Reprendre la destinée d’un personnage historique, un moment de sa vie, ou dans le cas qui nous intéresse, revenir sur des faits complètement improbable, voilà la démarche singulière de l’auteur. Dans Entrez dans la danse, grand nombre de lecteurs vont certainement découvrir, tout comme moi, ce phénomène qui toucha la ville de Strasbourg au début du XVI ème siècle. Cela vous est -il déjà arrivé, qu’au cours de votre journée, tout se déroule normalement, quand tout à coup… vous vous levez et vous mettez à chanter, à danser, vous êtes pris d’une inextinguible frénésie qui vous fait décrocher le contact avec votre entourage.
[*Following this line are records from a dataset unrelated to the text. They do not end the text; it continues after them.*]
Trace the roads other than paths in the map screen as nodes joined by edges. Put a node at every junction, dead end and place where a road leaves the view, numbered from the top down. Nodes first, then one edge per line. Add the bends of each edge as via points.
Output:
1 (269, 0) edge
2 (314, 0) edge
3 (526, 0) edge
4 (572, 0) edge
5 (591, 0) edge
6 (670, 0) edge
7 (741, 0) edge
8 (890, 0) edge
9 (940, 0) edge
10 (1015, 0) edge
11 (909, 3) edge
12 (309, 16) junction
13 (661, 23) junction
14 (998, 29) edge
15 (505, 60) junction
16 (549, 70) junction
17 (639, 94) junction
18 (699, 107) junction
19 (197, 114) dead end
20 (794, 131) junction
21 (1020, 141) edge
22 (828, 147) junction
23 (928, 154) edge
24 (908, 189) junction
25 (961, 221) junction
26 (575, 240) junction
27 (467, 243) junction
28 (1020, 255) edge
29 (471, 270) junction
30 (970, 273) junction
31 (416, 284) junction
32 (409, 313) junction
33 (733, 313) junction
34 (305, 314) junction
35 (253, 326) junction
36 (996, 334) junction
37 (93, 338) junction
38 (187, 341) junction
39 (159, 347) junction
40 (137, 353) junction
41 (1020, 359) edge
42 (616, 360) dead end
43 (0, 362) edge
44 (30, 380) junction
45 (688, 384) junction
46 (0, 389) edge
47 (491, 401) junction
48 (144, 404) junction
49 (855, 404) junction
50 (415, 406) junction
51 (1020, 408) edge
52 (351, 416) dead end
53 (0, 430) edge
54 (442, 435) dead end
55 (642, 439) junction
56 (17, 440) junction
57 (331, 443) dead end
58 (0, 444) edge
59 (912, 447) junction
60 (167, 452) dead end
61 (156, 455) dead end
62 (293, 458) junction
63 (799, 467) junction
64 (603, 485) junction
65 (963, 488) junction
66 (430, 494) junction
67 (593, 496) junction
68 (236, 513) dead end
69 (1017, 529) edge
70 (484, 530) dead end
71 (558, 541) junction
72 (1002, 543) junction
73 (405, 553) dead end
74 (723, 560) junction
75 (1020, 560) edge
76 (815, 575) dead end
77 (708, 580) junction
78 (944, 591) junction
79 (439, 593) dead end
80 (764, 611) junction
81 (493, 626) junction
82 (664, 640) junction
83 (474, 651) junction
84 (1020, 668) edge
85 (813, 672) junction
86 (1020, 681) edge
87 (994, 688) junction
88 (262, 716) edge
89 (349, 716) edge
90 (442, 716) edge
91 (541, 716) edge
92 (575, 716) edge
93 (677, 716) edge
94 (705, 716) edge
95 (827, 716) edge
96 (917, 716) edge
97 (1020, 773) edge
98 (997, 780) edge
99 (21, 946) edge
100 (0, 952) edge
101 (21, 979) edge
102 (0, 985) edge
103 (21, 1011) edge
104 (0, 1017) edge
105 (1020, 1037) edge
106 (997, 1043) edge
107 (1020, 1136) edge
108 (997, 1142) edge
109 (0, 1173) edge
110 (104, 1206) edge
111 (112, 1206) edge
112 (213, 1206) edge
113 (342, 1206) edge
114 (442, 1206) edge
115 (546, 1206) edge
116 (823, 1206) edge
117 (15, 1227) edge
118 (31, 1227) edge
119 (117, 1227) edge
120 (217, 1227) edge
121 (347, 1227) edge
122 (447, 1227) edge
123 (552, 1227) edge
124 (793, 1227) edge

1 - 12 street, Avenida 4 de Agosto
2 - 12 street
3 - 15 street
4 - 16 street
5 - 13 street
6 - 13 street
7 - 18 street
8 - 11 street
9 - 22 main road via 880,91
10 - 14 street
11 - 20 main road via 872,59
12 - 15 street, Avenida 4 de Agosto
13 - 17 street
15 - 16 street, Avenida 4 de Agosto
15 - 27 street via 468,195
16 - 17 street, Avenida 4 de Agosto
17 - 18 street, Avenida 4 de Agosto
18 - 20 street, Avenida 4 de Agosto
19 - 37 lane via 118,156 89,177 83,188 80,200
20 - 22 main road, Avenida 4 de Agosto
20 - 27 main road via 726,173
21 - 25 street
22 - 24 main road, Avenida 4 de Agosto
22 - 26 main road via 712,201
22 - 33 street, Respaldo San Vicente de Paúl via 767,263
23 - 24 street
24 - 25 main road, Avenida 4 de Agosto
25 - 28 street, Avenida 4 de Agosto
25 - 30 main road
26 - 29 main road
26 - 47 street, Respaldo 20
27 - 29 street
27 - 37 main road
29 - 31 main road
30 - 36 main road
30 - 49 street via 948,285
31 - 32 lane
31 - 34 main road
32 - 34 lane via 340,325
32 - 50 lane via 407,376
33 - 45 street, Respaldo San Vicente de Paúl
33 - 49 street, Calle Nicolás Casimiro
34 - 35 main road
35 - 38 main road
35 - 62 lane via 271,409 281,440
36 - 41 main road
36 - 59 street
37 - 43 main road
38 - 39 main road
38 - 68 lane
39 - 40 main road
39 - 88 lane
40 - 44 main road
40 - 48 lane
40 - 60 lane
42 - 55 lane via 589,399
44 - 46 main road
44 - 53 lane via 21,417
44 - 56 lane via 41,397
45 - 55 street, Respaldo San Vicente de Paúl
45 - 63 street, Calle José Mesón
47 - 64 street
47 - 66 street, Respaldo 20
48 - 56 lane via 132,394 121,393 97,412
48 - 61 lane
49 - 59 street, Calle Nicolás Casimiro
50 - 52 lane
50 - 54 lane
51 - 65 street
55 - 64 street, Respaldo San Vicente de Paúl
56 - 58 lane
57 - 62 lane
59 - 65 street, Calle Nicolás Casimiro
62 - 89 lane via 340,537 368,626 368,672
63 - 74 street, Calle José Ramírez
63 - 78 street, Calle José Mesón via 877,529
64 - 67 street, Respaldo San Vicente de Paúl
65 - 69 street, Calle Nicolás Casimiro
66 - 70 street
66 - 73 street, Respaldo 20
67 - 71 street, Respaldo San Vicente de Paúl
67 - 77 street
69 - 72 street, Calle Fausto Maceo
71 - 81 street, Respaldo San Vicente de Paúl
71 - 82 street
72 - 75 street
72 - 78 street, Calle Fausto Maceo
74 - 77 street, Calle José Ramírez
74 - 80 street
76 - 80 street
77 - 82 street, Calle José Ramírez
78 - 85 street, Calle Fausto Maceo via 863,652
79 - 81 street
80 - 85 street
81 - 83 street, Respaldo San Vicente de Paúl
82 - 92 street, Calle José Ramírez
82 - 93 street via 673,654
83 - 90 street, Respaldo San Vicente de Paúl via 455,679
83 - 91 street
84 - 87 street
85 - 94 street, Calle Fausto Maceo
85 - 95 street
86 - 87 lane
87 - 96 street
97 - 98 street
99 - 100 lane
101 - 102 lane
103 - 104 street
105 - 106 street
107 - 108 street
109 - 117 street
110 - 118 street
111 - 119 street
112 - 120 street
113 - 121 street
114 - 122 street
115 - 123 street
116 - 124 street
Non ? Et bien que diriez vous si l’on vous apprenait que c’est ce qui est arrivé à plusieurs centaines de personnes en Juillet 1518 à Strasbourg, et qu’ils ne se sont pas lever comme ça, pour la déconne, qu’ils ont entamés une chenille, autour de la place de l’hôtel de ville et qu’au bout de 3 tours, tout le monde est rentré chez soi, non, non, pas du tout, cette danse frénétique à duré 2 mois.
Les dirigeants de la cité, les religieux, les médecins… comment tout ces braves gens ont-ils décidé de gérer la détresse de leur concitoyens ?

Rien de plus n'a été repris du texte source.